Northern Canada is one of the most remote regions on Earth, with sparsely populated communities spread across a vast territory, lacking year-round road access and completely dependent on air cargo for essential deliveries.
Ribbit is a Toronto-based startup that is using autonomy to help improve air cargo access to those far-flung communities, applying its autonomous software solution to ultralight aircraft in hopes that removing the pilot from the cockpit will lower operating costs enough to justify increased deliveries of foods, medicine and other essential goods to underserved regions.
“Our whole hypothesis is that, if you can take a small airplane where pilots represent a higher fraction of operating costs and volume inside the plane—and remove those operating constraints—you can end up creating a really high-frequency, reliable and cost-effective network to serve some of these challenging remote areas,” explains Ribbit co-founder Jeremy Wang. “If we can do this right in these remote locations, then hopefully we can scale up to other markets where this would be beneficial.”
The company has been trialing its autonomous system on a modified ultralight two-passenger aircraft with the seats removed to make room for cargo deliveries. Since receiving a special operations flight certificate in 2022 from Transport Canada that authorized uncrewed test flights, the startup says it has completed more than 200 hr. of “hands-free” flights.

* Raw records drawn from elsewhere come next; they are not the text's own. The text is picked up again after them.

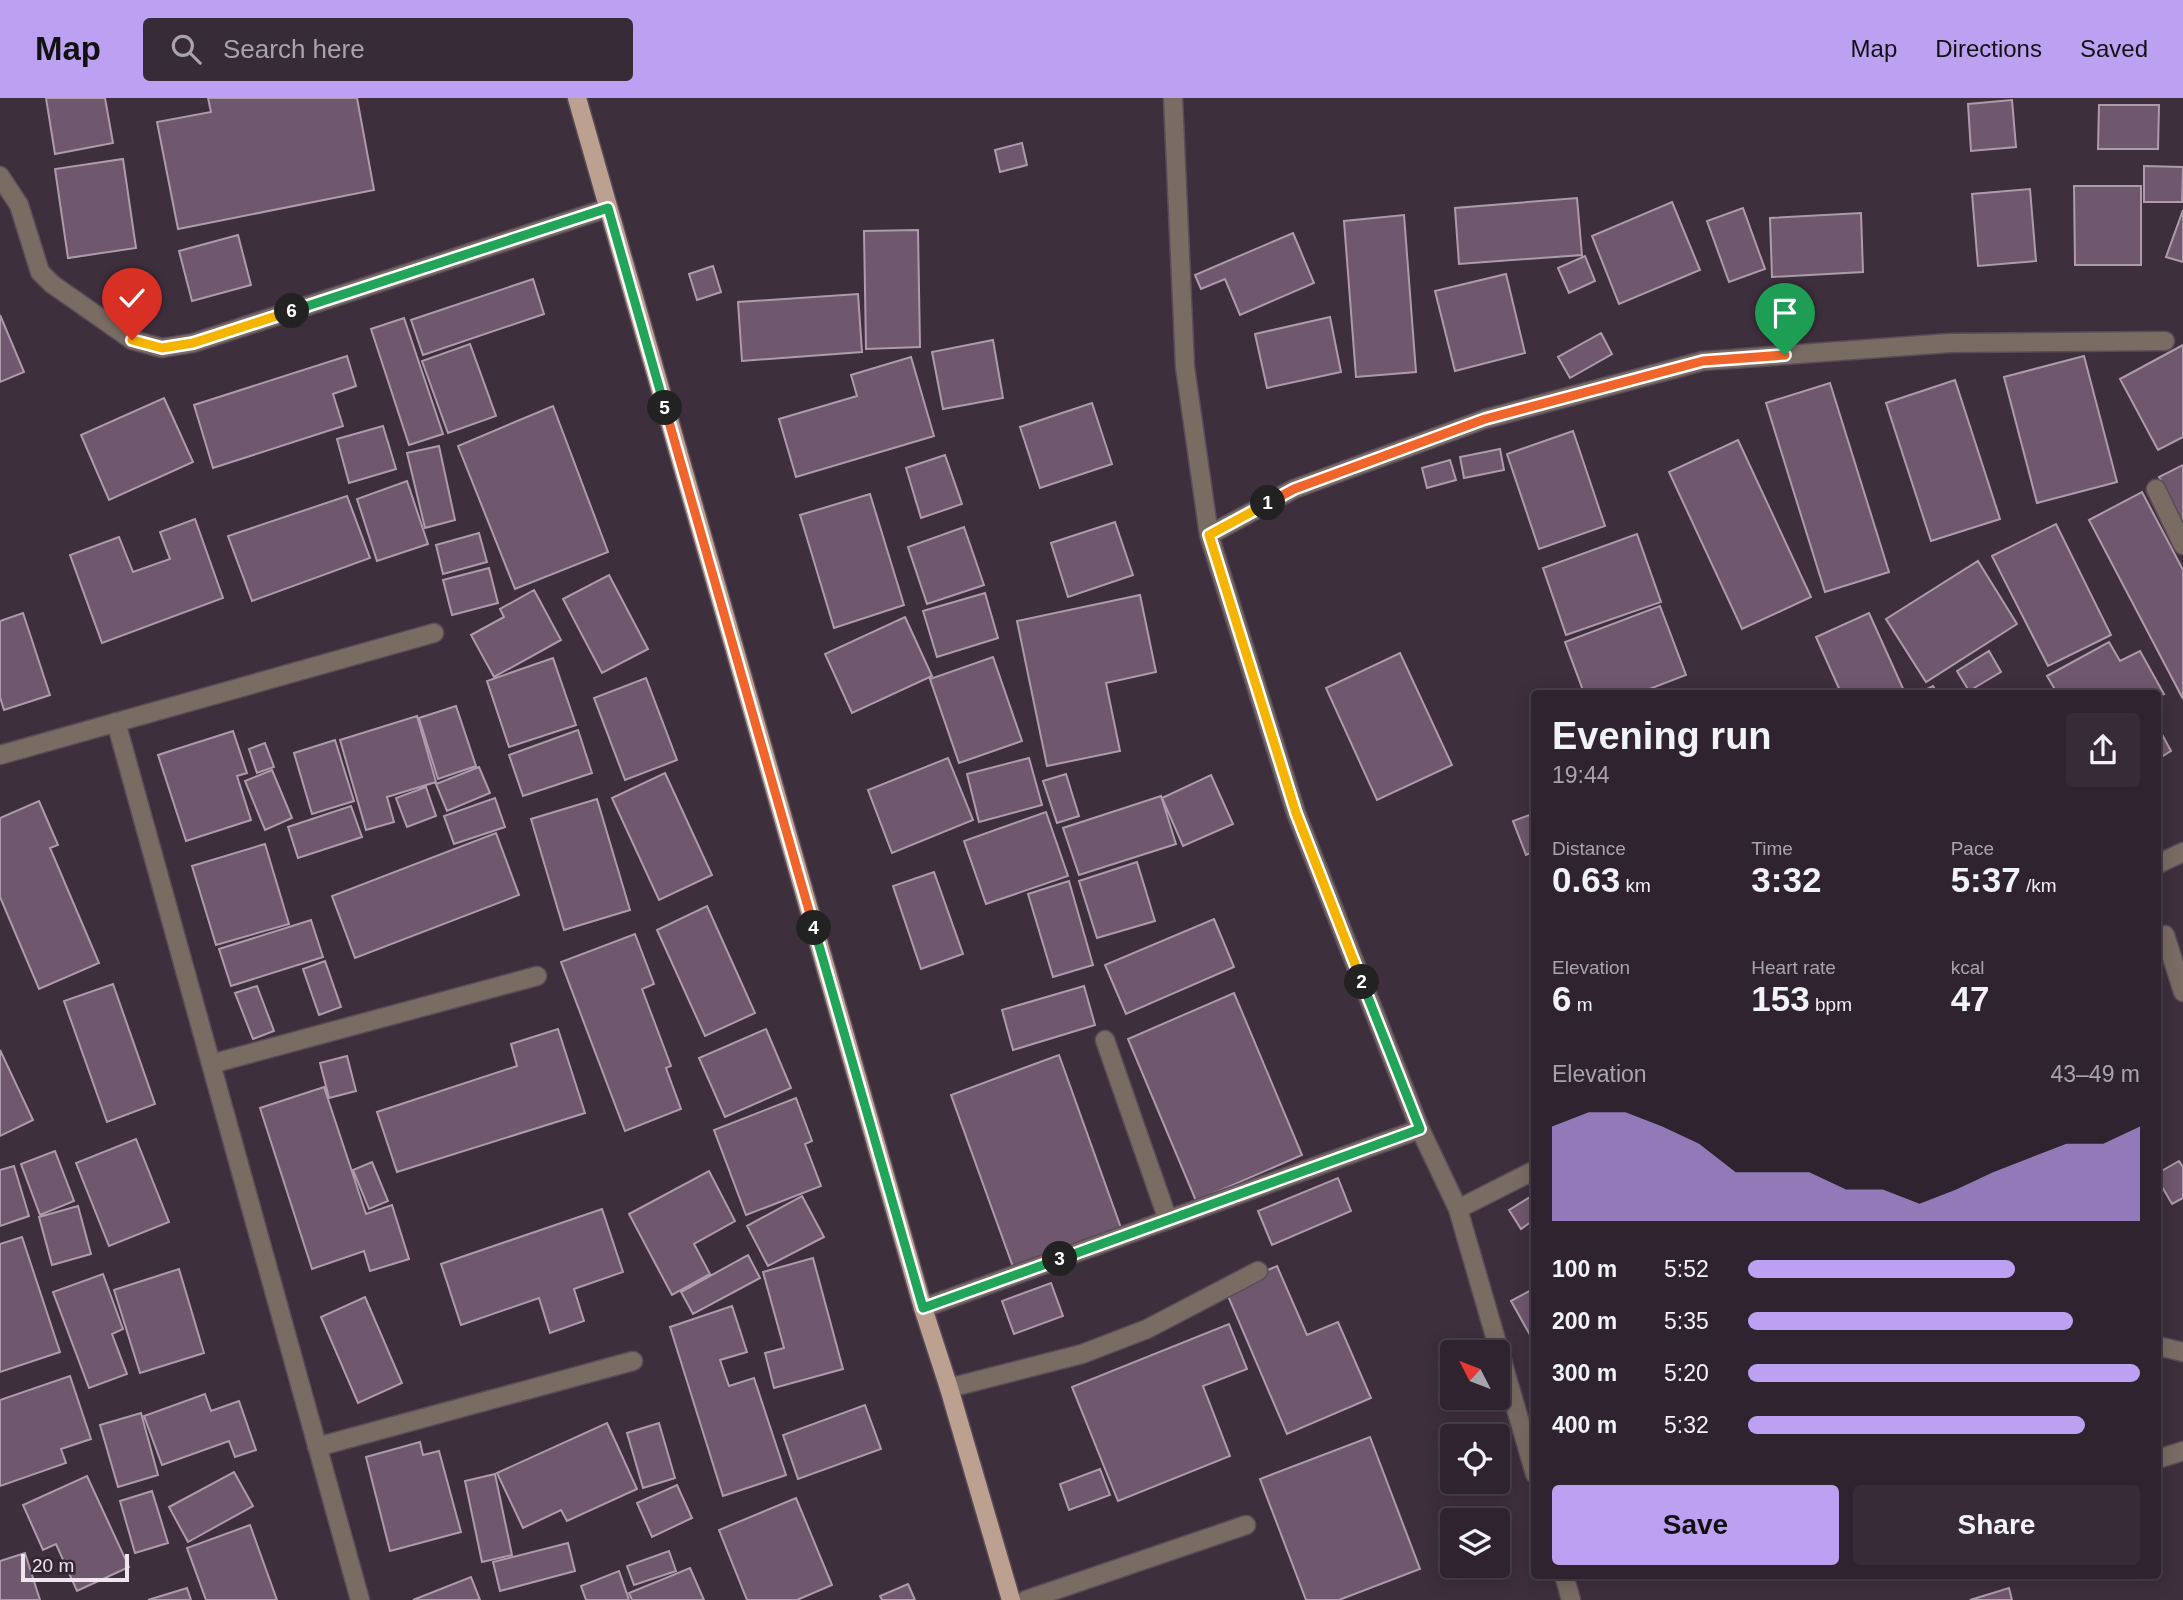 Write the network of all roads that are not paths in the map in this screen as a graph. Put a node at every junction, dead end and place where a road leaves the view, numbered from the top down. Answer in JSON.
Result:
{"nodes":[{"id":1,"x":577,"y":98,"type":"edge"},
{"id":2,"x":1173,"y":98,"type":"edge"},
{"id":3,"x":0,"y":176,"type":"edge"},
{"id":4,"x":608,"y":208,"type":"junction"},
{"id":5,"x":2165,"y":341,"type":"dead end"},
{"id":6,"x":2156,"y":489,"type":"dead end"},
{"id":7,"x":1209,"y":535,"type":"junction"},
{"id":8,"x":2183,"y":545,"type":"edge"},
{"id":9,"x":434,"y":633,"type":"dead end"},
{"id":10,"x":116,"y":722,"type":"junction"},
{"id":11,"x":0,"y":755,"type":"edge"},
{"id":12,"x":2183,"y":852,"type":"edge"},
{"id":13,"x":2161,"y":863,"type":"edge"},
{"id":14,"x":2165,"y":935,"type":"dead end"},
{"id":15,"x":537,"y":976,"type":"dead end"},
{"id":16,"x":2183,"y":992,"type":"edge"},
{"id":17,"x":1105,"y":1040,"type":"dead end"},
{"id":18,"x":211,"y":1064,"type":"junction"},
{"id":19,"x":1420,"y":1129,"type":"junction"},
{"id":20,"x":1531,"y":1172,"type":"edge"},
{"id":21,"x":1458,"y":1209,"type":"junction"},
{"id":22,"x":1168,"y":1220,"type":"junction"},
{"id":23,"x":1258,"y":1272,"type":"dead end"},
{"id":24,"x":923,"y":1308,"type":"junction"},
{"id":25,"x":2161,"y":1347,"type":"edge"},
{"id":26,"x":2183,"y":1352,"type":"edge"},
{"id":27,"x":632,"y":1360,"type":"dead end"},
{"id":28,"x":949,"y":1388,"type":"junction"},
{"id":29,"x":317,"y":1447,"type":"junction"},
{"id":30,"x":2183,"y":1451,"type":"edge"},
{"id":31,"x":2161,"y":1458,"type":"edge"},
{"id":32,"x":1531,"y":1460,"type":"edge"},
{"id":33,"x":1246,"y":1525,"type":"dead end"},
{"id":34,"x":1565,"y":1579,"type":"edge"},
{"id":35,"x":360,"y":1600,"type":"edge"},
{"id":36,"x":1011,"y":1600,"type":"edge"},
{"id":37,"x":1026,"y":1600,"type":"edge"},
{"id":38,"x":1572,"y":1600,"type":"edge"}],
"edges":[{"from":1,"to":4,"type":"main road"},
{"from":2,"to":7,"type":"street"},
{"from":3,"to":4,"type":"street"},
{"from":4,"to":24,"type":"main road"},
{"from":5,"to":7,"type":"street"},
{"from":6,"to":8,"type":"street"},
{"from":7,"to":19,"type":"street"},
{"from":9,"to":10,"type":"street"},
{"from":10,"to":11,"type":"street"},
{"from":10,"to":18,"type":"street"},
{"from":12,"to":13,"type":"street"},
{"from":14,"to":16,"type":"street"},
{"from":15,"to":18,"type":"street"},
{"from":17,"to":22,"type":"street"},
{"from":18,"to":29,"type":"street"},
{"from":19,"to":21,"type":"street"},
{"from":19,"to":22,"type":"street"},
{"from":20,"to":21,"type":"street"},
{"from":21,"to":32,"type":"street"},
{"from":22,"to":24,"type":"street"},
{"from":23,"to":28,"type":"street"},
{"from":24,"to":28,"type":"main road"},
{"from":25,"to":26,"type":"street"},
{"from":27,"to":29,"type":"street"},
{"from":28,"to":36,"type":"main road"},
{"from":29,"to":35,"type":"street"},
{"from":30,"to":31,"type":"street"},
{"from":33,"to":37,"type":"street"},
{"from":34,"to":38,"type":"street"}]}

More recently, the Canadian regulator awarded Ribbit a C$1.3 million ($980,000) contract to conduct a yearlong demonstration of a self-flying aircraft on autonomous cargo flights in Northern Canada. As part of that effort, Wang said the company has identified potential commercial routes for flight testing and enlisted numerous retailers and wholesalers across the region to assist with deliveries of perishable foods to remote areas.
“We’re talking very low population densities, communities that have no year-round road access and are served either by aircraft, ice boats or barges,” Wang says. “There are about 120 destinations we’ve identified across Northern Canada that fit that criteria.”

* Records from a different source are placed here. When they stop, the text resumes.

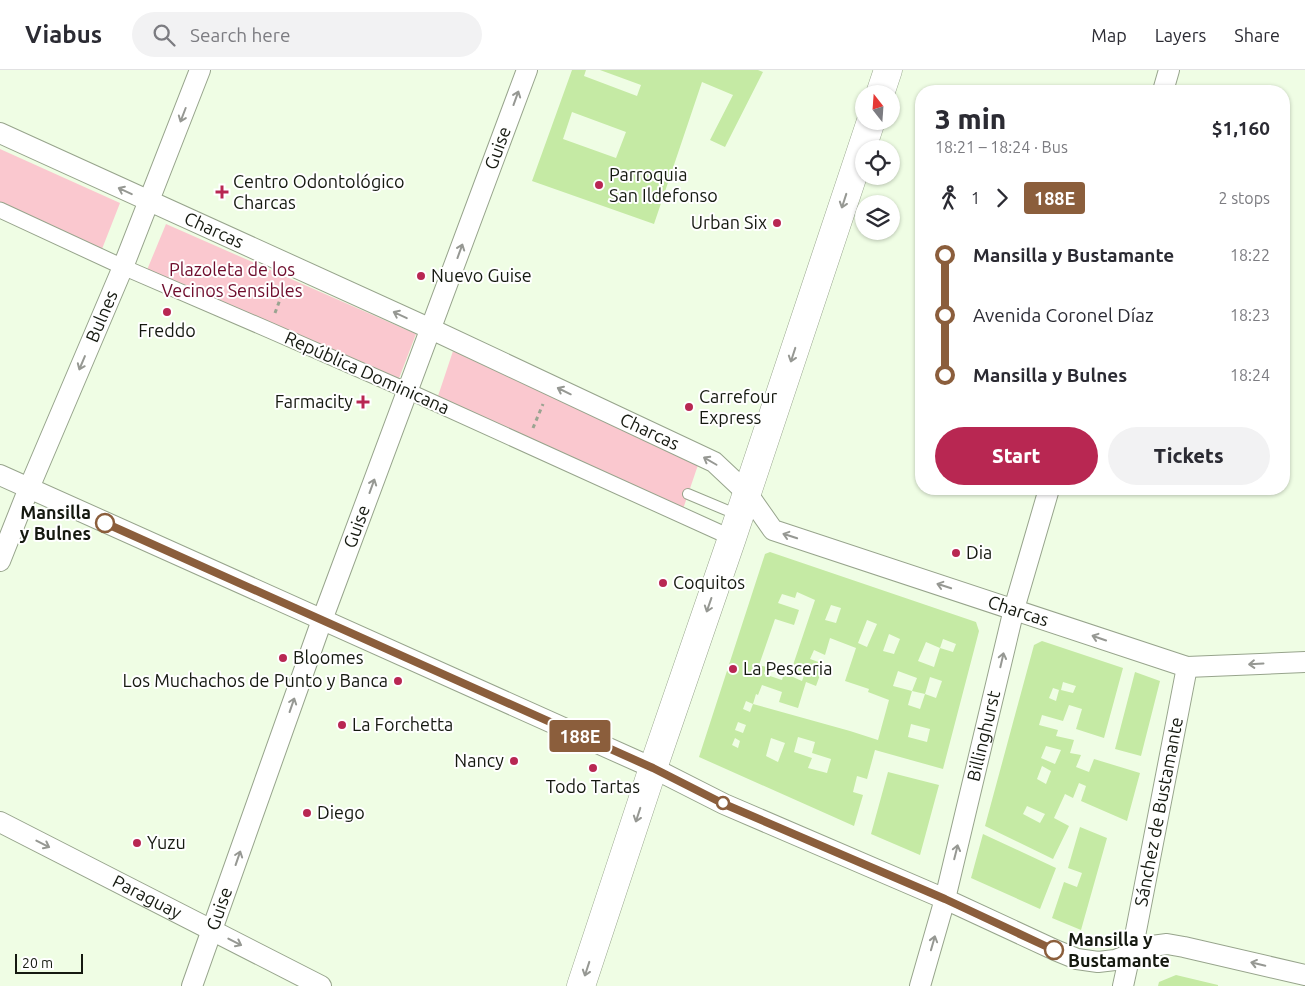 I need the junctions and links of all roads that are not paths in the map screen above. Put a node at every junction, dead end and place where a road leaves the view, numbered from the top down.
1 (200, 70) edge
2 (527, 70) edge
3 (888, 70) edge
4 (1170, 70) edge
5 (883, 85) edge
6 (1165, 85) edge
7 (868, 130) edge
8 (0, 133) edge
9 (149, 202) junction
10 (0, 210) edge
11 (123, 268) junction
12 (431, 329) junction
13 (408, 391) junction
14 (0, 475) edge
15 (29, 488) junction
16 (688, 494) dead end
17 (1047, 495) edge
18 (740, 515) junction
19 (0, 561) edge
20 (1014, 610) junction
21 (322, 620) junction
22 (1305, 662) edge
23 (1187, 667) junction
24 (653, 768) junction
25 (0, 822) edge
26 (945, 899) junction
27 (213, 931) junction
28 (1130, 954) junction
29 (1305, 975) edge
30 (192, 986) edge
31 (321, 986) edge
32 (582, 986) edge
33 (920, 986) edge
34 (1123, 986) edge

1 -> 9 street, Bulnes
12 -> 2 street, Guise
3 - 5 main road
4 - 6 street
7 -> 18 main road
9 -> 8 street, Charcas
9 - 11 street, Bulnes
12 -> 9 street, Charcas
10 - 11 street, República Dominicana
11 - 13 street, República Dominicana
11 -> 15 street, Bulnes
12 - 13 street, Guise
18 -> 12 street, Charcas
13 - 18 street, República Dominicana
21 -> 13 street, Guise
14 - 15 street
15 - 19 street, Bulnes
15 - 21 street
16 - 18 lane
17 - 20 street, Billinghurst
20 -> 18 street, Charcas
18 -> 24 main road
23 -> 20 street, Charcas
26 -> 20 street, Billinghurst
21 - 24 street
27 -> 21 street, Guise
22 -> 23 street, Charcas
23 - 28 street, Sánchez de Bustamante
24 - 26 street
24 -> 32 main road
25 -> 27 street, Paraguay
26 - 28 street
33 -> 26 street, Billinghurst
27 - 30 street, Guise
27 -> 31 street, Paraguay
29 -> 28 street
28 - 34 street, Sánchez de Bustamante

While the autonomy system being developed by Ribbit handles all phases of flight from taxi to takeoff, cruise and landing, the startup is still including a safety pilot in the cockpit during the flight tests, mainly serving in a supervisory role, according to Wang. The company is also using a remote pilot in a ground control station who is primarily charged with communicating with air traffic control on behalf of the aircraft, although the remote pilot could potentially intervene manually in certain rare scenarios.

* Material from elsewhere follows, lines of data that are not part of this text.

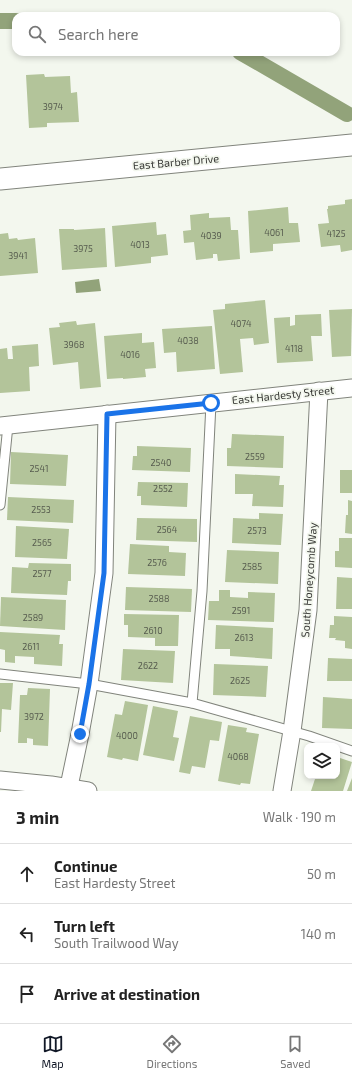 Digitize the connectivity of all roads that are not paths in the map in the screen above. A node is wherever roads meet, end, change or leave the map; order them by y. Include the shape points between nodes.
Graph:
1 (352, 145) edge
2 (0, 179) edge
3 (352, 388) edge
4 (319, 391) junction
5 (211, 403) junction
6 (107, 414) junction
7 (4, 426) edge
8 (0, 506) edge
9 (0, 674) edge
10 (89, 684) junction
11 (192, 703) junction
12 (292, 731) junction
13 (352, 751) edge
14 (0, 780) edge
15 (68, 790) edge
16 (88, 791) edge
17 (282, 791) edge

1 - 2 street, East Barber Drive
3 - 4 street, East Hardesty Street
4 - 5 street, East Hardesty Street
4 - 12 street, South Honeycomb Way via 308,610
5 - 6 street, East Hardesty Street
5 - 11 lane via 202,591
6 - 7 street, East Hardesty Street
6 - 10 street via 104,573
7 - 8 lane
9 - 10 lane
10 - 11 lane
10 - 15 street
11 - 12 lane
12 - 13 lane
12 - 17 street, South Honeycomb Way
14 - 15 street via 37,783
15 - 16 street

Eventually, Ribbit plans to remove the safety pilot and increase the ratio of remote pilots to aircraft from 1:1 to 1:2 or even 1:3, Wang says.
While Ribbit envisions scaling up to larger aircraft–and eventually transitioning to other applications like e-commerce and express cargo–Wang said that initially operating smaller aircraft over low-density regions will help build trust in the safety of uncrewed cargo flights.
“We think it makes sense to begin with smaller GA [general aviation] planes operating in remote areas with a safety pilot on board and gradually removing that safety pilot as well as increasing the complexity of the airspace out of which we’re operating and working our way up in terms of population and air traffic density,” Wang says.
But for now, Wang says Ribbit remains focused on its core mission of connecting remote areas.
“Our stance is that there is a whole bunch of latent potential in rural and remote areas that can be enabled with better transportation,” Wang says. “In Canada, for instance, remote areas already support around 30% of GDP, but maybe with better transportation we can increase that number.”
Besides Ribbit, there are a number of other startups that are similarly pursuing autonomous retrofits of GA aircraft. Boston-based Merlin recently completed a series of autonomous flight trials in Alaska using a Cessna Caravan fitted with its automated flight control system. And California-based Reliable Robotics has been making progress in developing and testing its continuous autopilot system as a retrofit for the Caravan, including through partnerships with the U.S. Air Force.